Al Dipartimento della salute si prospetta una sforbiciata di 40 miliardi: numerosi programmi e uffici, inclusi quelli del NIH e dei CDC, verranno accorpati o eliminati. I finanziamenti per studiare l’impatto sanitario del cambiamento climatico saranno azzerati e l’agenzia non considererà più prioritaria la ricerca in materia. Anche il braccio scientifico dell’EPA è destinato a scomparire, con migliaia di licenziamenti. Il 15 aprile, l’Agenzia ha mancato per la prima volta in trent’anni la scadenza ONU per il report sulle emissioni.

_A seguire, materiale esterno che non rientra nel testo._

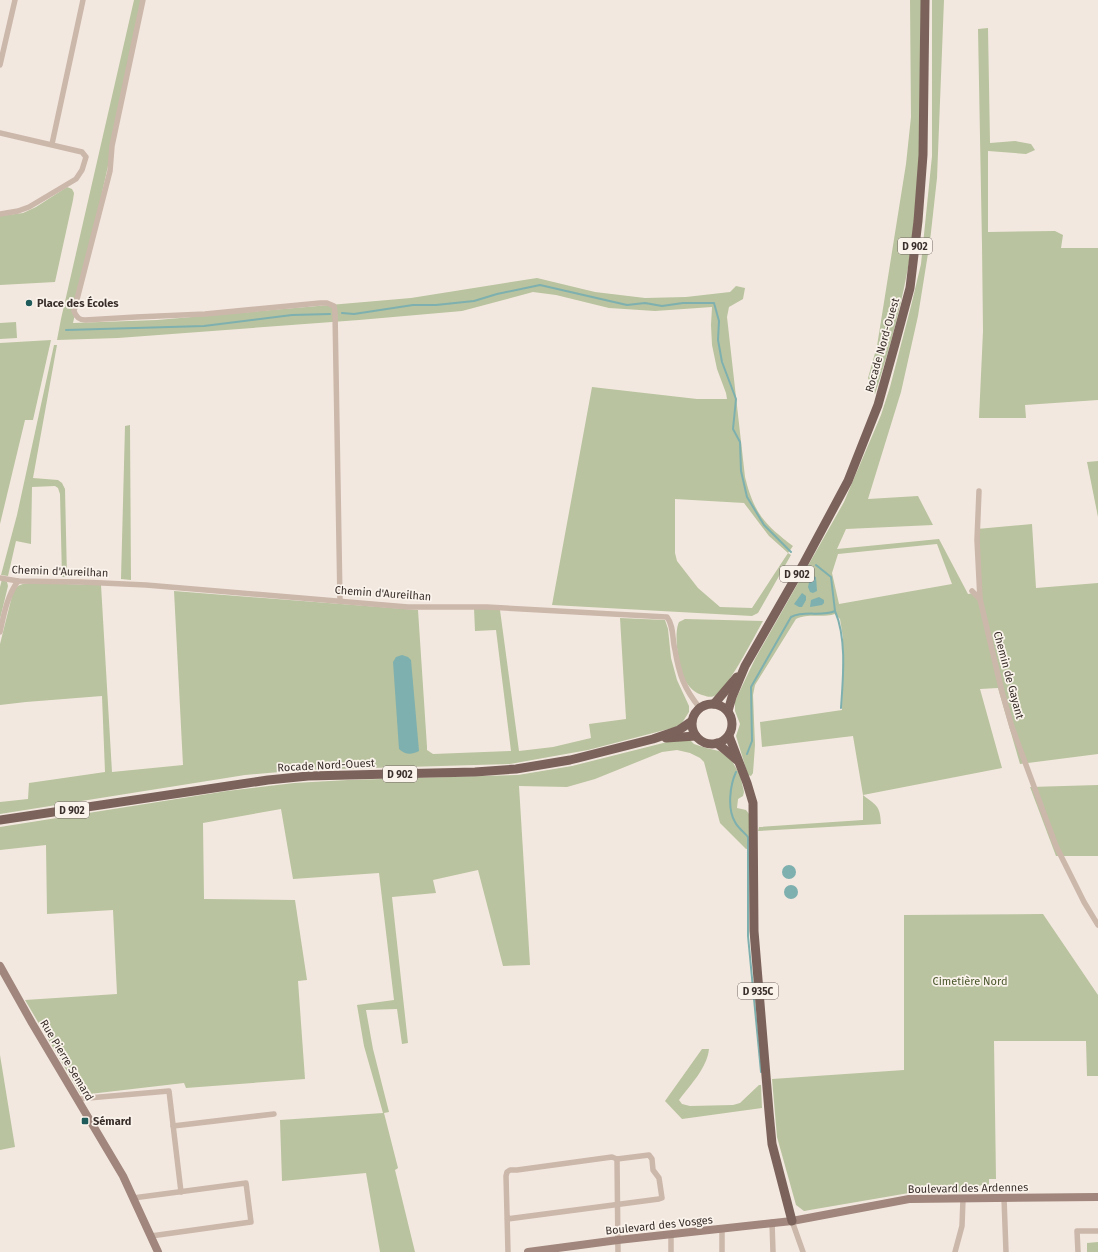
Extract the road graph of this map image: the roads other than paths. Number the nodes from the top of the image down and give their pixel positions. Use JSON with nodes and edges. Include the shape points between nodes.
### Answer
{"nodes":[{"id":1,"x":15,"y":0,"type":"edge"},
{"id":2,"x":83,"y":0,"type":"edge"},
{"id":3,"x":143,"y":0,"type":"edge"},
{"id":4,"x":925,"y":0,"type":"edge"},
{"id":5,"x":0,"y":65,"type":"edge"},
{"id":6,"x":0,"y":133,"type":"edge"},
{"id":7,"x":52,"y":144,"type":"junction"},
{"id":8,"x":0,"y":214,"type":"edge"},
{"id":9,"x":979,"y":491,"type":"dead end"},
{"id":10,"x":0,"y":578,"type":"edge"},
{"id":11,"x":18,"y":581,"type":"junction"},
{"id":12,"x":972,"y":590,"type":"dead end"},
{"id":13,"x":980,"y":599,"type":"junction"},
{"id":14,"x":340,"y":601,"type":"junction"},
{"id":15,"x":0,"y":632,"type":"edge"},
{"id":16,"x":745,"y":666,"type":"junction"},
{"id":17,"x":714,"y":704,"type":"junction"},
{"id":18,"x":700,"y":708,"type":"junction"},
{"id":19,"x":728,"y":711,"type":"junction"},
{"id":20,"x":692,"y":720,"type":"junction"},
{"id":21,"x":696,"y":736,"type":"junction"},
{"id":22,"x":729,"y":736,"type":"junction"},
{"id":23,"x":653,"y":739,"type":"junction"},
{"id":24,"x":717,"y":743,"type":"junction"},
{"id":25,"x":738,"y":761,"type":"junction"},
{"id":26,"x":0,"y":820,"type":"edge"},
{"id":27,"x":1098,"y":925,"type":"edge"},
{"id":28,"x":0,"y":966,"type":"edge"},
{"id":29,"x":77,"y":1099,"type":"junction"},
{"id":30,"x":274,"y":1114,"type":"dead end"},
{"id":31,"x":173,"y":1126,"type":"junction"},
{"id":32,"x":616,"y":1159,"type":"junction"},
{"id":33,"x":180,"y":1192,"type":"junction"},
{"id":34,"x":1098,"y":1197,"type":"edge"},
{"id":35,"x":133,"y":1198,"type":"junction"},
{"id":36,"x":1004,"y":1198,"type":"junction"},
{"id":37,"x":963,"y":1199,"type":"junction"},
{"id":38,"x":618,"y":1205,"type":"junction"},
{"id":39,"x":507,"y":1219,"type":"junction"},
{"id":40,"x":792,"y":1221,"type":"junction"},
{"id":41,"x":772,"y":1222,"type":"junction"},
{"id":42,"x":722,"y":1229,"type":"junction"},
{"id":43,"x":1098,"y":1230,"type":"edge"},
{"id":44,"x":671,"y":1235,"type":"junction"},
{"id":45,"x":151,"y":1236,"type":"junction"},
{"id":46,"x":618,"y":1240,"type":"junction"},
{"id":47,"x":554,"y":1250,"type":"edge"},
{"id":48,"x":158,"y":1252,"type":"edge"},
{"id":49,"x":508,"y":1252,"type":"edge"},
{"id":50,"x":528,"y":1252,"type":"edge"},
{"id":51,"x":618,"y":1252,"type":"edge"},
{"id":52,"x":671,"y":1252,"type":"edge"},
{"id":53,"x":722,"y":1252,"type":"edge"},
{"id":54,"x":772,"y":1252,"type":"edge"},
{"id":55,"x":803,"y":1252,"type":"edge"},
{"id":56,"x":956,"y":1252,"type":"edge"},
{"id":57,"x":1006,"y":1252,"type":"edge"},
{"id":58,"x":1078,"y":1252,"type":"edge"}],
"edges":[{"from":1,"to":5,"type":"street"},
{"from":2,"to":7,"type":"street"},
{"from":3,"to":14,"type":"street","via":[[112,146],[110,171],[74,311],[75,316],[85,320],[205,314],[320,303],[334,306],[338,381]]},
{"from":4,"to":16,"type":"main road","name":"Rocade Nord-Ouest","number":"D 902","via":[[923,155],[910,288],[903,316],[878,405],[848,481]]},
{"from":6,"to":7,"type":"street"},
{"from":7,"to":8,"type":"street","via":[[82,152],[86,157],[76,179],[29,207]]},
{"from":9,"to":13,"type":"street","name":"Chemin de Gayant","via":[[977,540]]},
{"from":10,"to":11,"type":"street","name":"Chemin d'Aureilhan"},
{"from":11,"to":14,"type":"street","name":"Chemin d'Aureilhan","via":[[146,585]]},
{"from":11,"to":15,"type":"street","via":[[8,600]]},
{"from":12,"to":13,"type":"street"},
{"from":13,"to":27,"type":"street","name":"Chemin de Gayant","via":[[1012,727],[1060,857]]},
{"from":14,"to":18,"type":"street","name":"Chemin d'Aureilhan","via":[[408,607],[487,607],[667,617],[672,627],[674,650],[682,681]]},
{"from":16,"to":17,"type":"main road","name":"Rocade Nord-Ouest","number":"D 902"},
{"from":16,"to":19,"type":"main road","name":"Rocade Nord-Ouest","number":"D 902"},
{"from":17,"to":18,"type":"main road"},
{"from":17,"to":19,"type":"main road"},
{"from":18,"to":20,"type":"main road"},
{"from":19,"to":22,"type":"main road","via":[[732,723]]},
{"from":20,"to":21,"type":"main road"},
{"from":20,"to":23,"type":"main road","name":"Rocade Nord-Ouest","number":"D 902","via":[[679,730]]},
{"from":21,"to":23,"type":"main road","name":"Rocade Nord-Ouest","number":"D 902"},
{"from":21,"to":24,"type":"main road","via":[[705,743]]},
{"from":22,"to":24,"type":"main road"},
{"from":22,"to":25,"type":"main road","number":"D 935C"},
{"from":23,"to":26,"type":"main road","name":"Rocade Nord-Ouest","number":"D 902","via":[[570,760],[516,769],[308,776]]},
{"from":24,"to":25,"type":"main road","number":"D 935C"},
{"from":25,"to":40,"type":"main road","number":"D 935C","via":[[753,803],[754,932],[772,1144]]},
{"from":28,"to":29,"type":"main road","name":"Rue Pierre Semard"},
{"from":29,"to":31,"type":"street","via":[[169,1091]]},
{"from":29,"to":35,"type":"main road","name":"Rue Pierre Semard","via":[[124,1176]]},
{"from":30,"to":31,"type":"street"},
{"from":31,"to":33,"type":"street"},
{"from":32,"to":38,"type":"street"},
{"from":32,"to":38,"type":"street","via":[[651,1156],[653,1170],[660,1178],[662,1198]]},
{"from":32,"to":39,"type":"street","via":[[612,1157],[510,1170],[507,1172]]},
{"from":33,"to":35,"type":"street"},
{"from":33,"to":45,"type":"street","via":[[246,1183],[251,1222]]},
{"from":34,"to":36,"type":"main road","name":"Boulevard des Ardennes"},
{"from":35,"to":45,"type":"main road","name":"Rue Pierre Semard"},
{"from":36,"to":37,"type":"main road","name":"Boulevard des Ardennes"},
{"from":36,"to":57,"type":"street"},
{"from":37,"to":40,"type":"main road","name":"Boulevard des Ardennes","via":[[908,1199]]},
{"from":37,"to":56,"type":"street","via":[[962,1226]]},
{"from":38,"to":39,"type":"street"},
{"from":38,"to":46,"type":"street"},
{"from":39,"to":49,"type":"street"},
{"from":40,"to":41,"type":"main road","name":"Boulevard des Vosges"},
{"from":40,"to":55,"type":"street"},
{"from":41,"to":42,"type":"main road","name":"Boulevard des Vosges"},
{"from":41,"to":54,"type":"street"},
{"from":42,"to":44,"type":"main road","name":"Boulevard des Vosges"},
{"from":42,"to":53,"type":"street"},
{"from":43,"to":58,"type":"street","via":[[1077,1231]]},
{"from":44,"to":46,"type":"main road","name":"Boulevard des Vosges"},
{"from":44,"to":52,"type":"street"},
{"from":45,"to":48,"type":"main road","name":"Rue Pierre Semard"},
{"from":46,"to":47,"type":"main road","name":"Boulevard des Vosges"},
{"from":46,"to":51,"type":"street"},
{"from":47,"to":50,"type":"main road","name":"Boulevard des Vosges"}]}
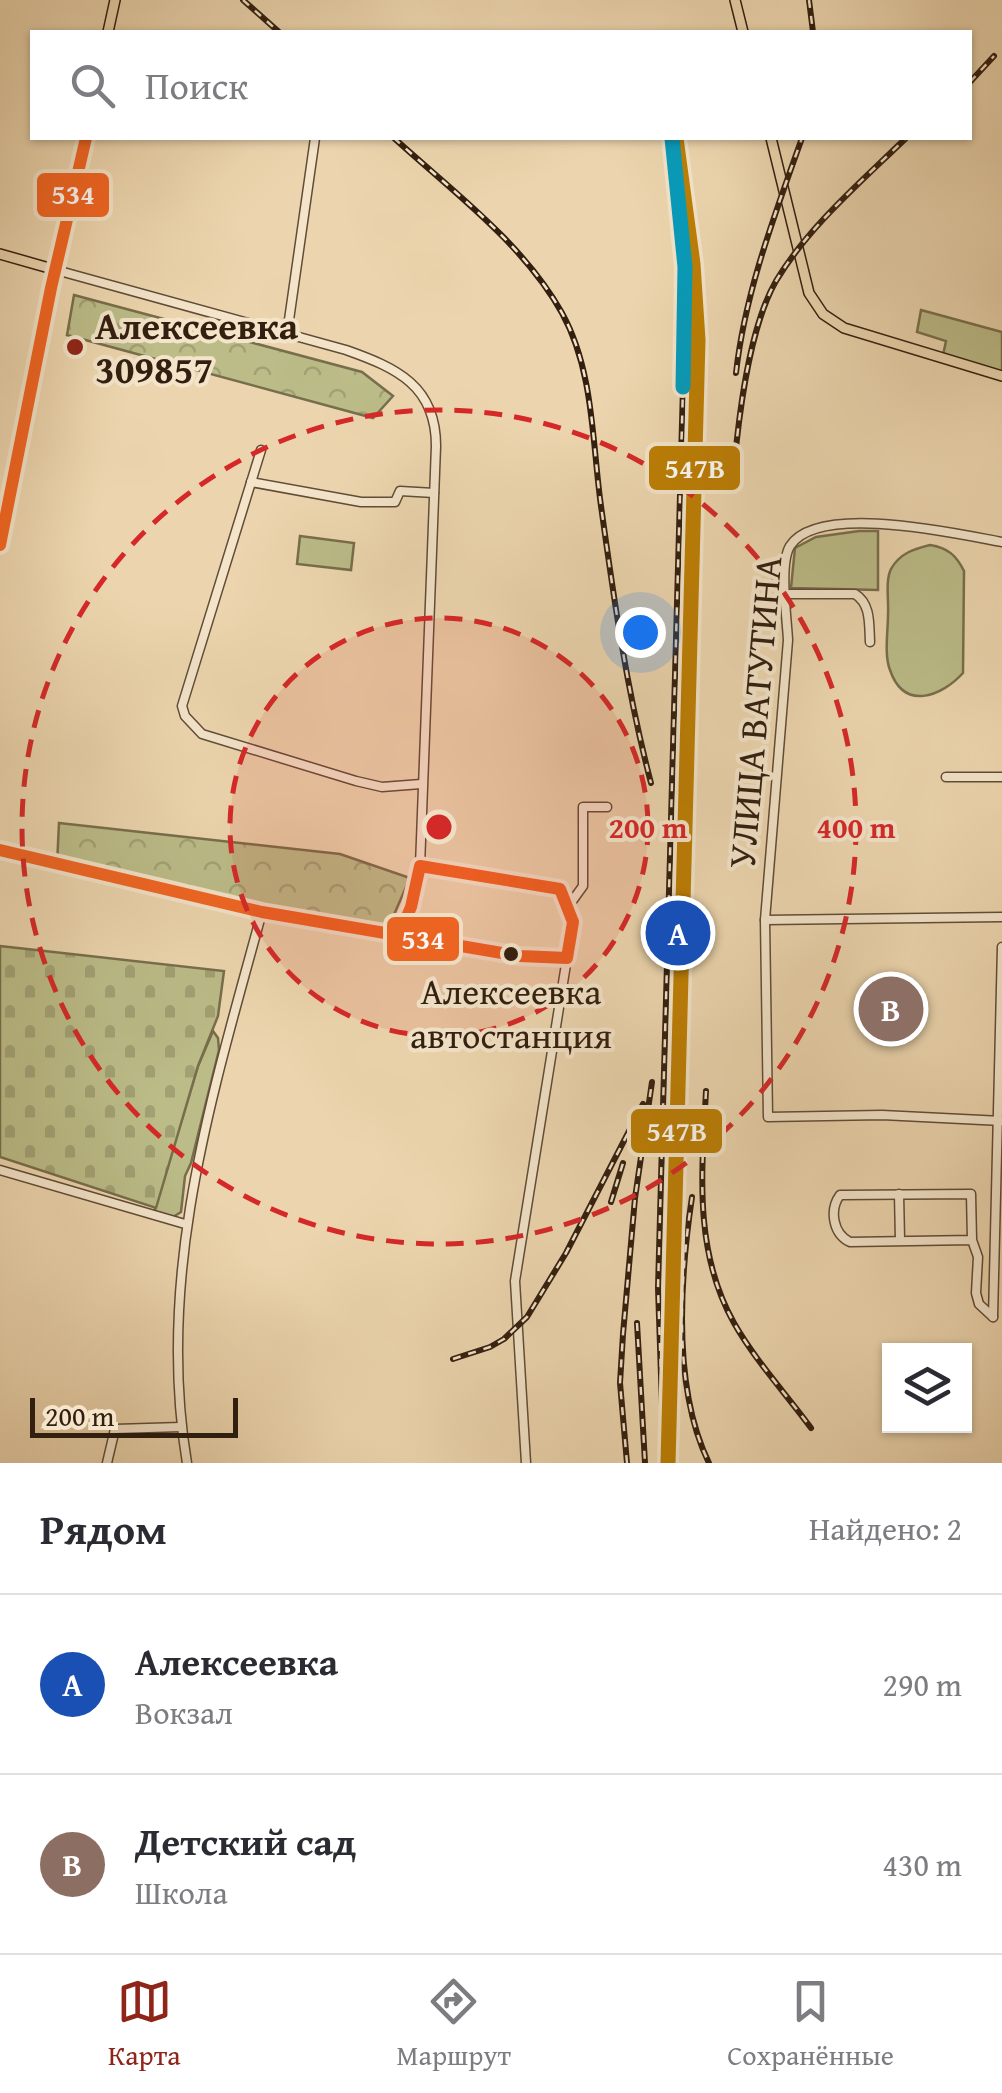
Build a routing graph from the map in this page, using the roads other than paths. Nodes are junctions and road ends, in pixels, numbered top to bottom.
1 (115, 0) edge
2 (735, 0) edge
3 (108, 30) edge
4 (742, 30) edge
5 (86, 140) edge
6 (315, 140) edge
7 (771, 140) edge
8 (0, 254) edge
9 (56, 270) junction
10 (287, 334) junction
11 (1002, 376) edge
12 (260, 450) dead end
13 (0, 479) edge
14 (14, 481) junction
15 (251, 482) junction
16 (434, 493) junction
17 (1002, 542) edge
18 (0, 544) edge
19 (785, 594) junction
20 (870, 642) dead end
21 (946, 777) dead end
22 (1002, 777) edge
23 (421, 784) junction
24 (607, 806) dead end
25 (0, 850) edge
26 (420, 866) junction
27 (570, 904) junction
28 (262, 912) junction
29 (1002, 917) edge
30 (766, 920) junction
31 (399, 935) junction
32 (1002, 947) edge
33 (567, 958) junction
34 (1000, 1121) edge
35 (0, 1170) edge
36 (898, 1194) junction
37 (1000, 1196) edge
38 (185, 1224) junction
39 (900, 1240) junction
40 (972, 1240) junction
41 (999, 1276) edge
42 (180, 1427) junction
43 (107, 1463) edge
44 (186, 1463) edge
45 (526, 1463) edge

1 - 3 main road
2 - 4 main road
5 - 9 main road
6 - 10 street
7 - 11 main road
8 - 9 main road
9 - 10 street
9 - 14 street
10 - 16 street
12 - 15 street
13 - 14 street
14 - 18 street
15 - 16 street
15 - 23 street
16 - 23 street
17 - 19 street, УЛИЦА ВАТУТИНА
19 - 20 street
19 - 30 street, УЛИЦА ВАТУТИНА
21 - 22 street
23 - 26 street
24 - 27 street
25 - 28 street
26 - 27 street
26 - 31 street
27 - 33 street
28 - 31 street
28 - 38 street
29 - 30 street, УЛИЦА ВАТУТИНА
30 - 34 street, УЛИЦА ВАТУТИНА
31 - 33 street
32 - 34 street
33 - 45 street
34 - 37 street
35 - 38 street
36 - 39 street
36 - 39 street
36 - 40 street
37 - 41 street
38 - 42 street
39 - 40 street
40 - 41 street
42 - 43 street
42 - 44 street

La devastazione non si è fermata al portafogli. Il Dipartimento per l’efficienza governativa guidato da Elon Musk ha licenziato migliaia di scienziati federali. Le epurazioni hanno colpito anche i grandi laboratori federali. E l’EPA, l’agenzia ambientale sotto la guida del nuovo direttore, Lee Zeldin, sta smantellando il cosiddetto “Endangerment Finding”, il dispositivo legale che permetteva all’agenzia di regolamentare le emissioni di gas serra in quanto minaccia per la salute pubblica. Adesso la strategia è accettare il riscaldamento globale, ma sottostimarne gli impatti economici, creando le premesse per affermare che i costi delle normative ambientali sono troppo elevati rispetto ai benefici per la collettività.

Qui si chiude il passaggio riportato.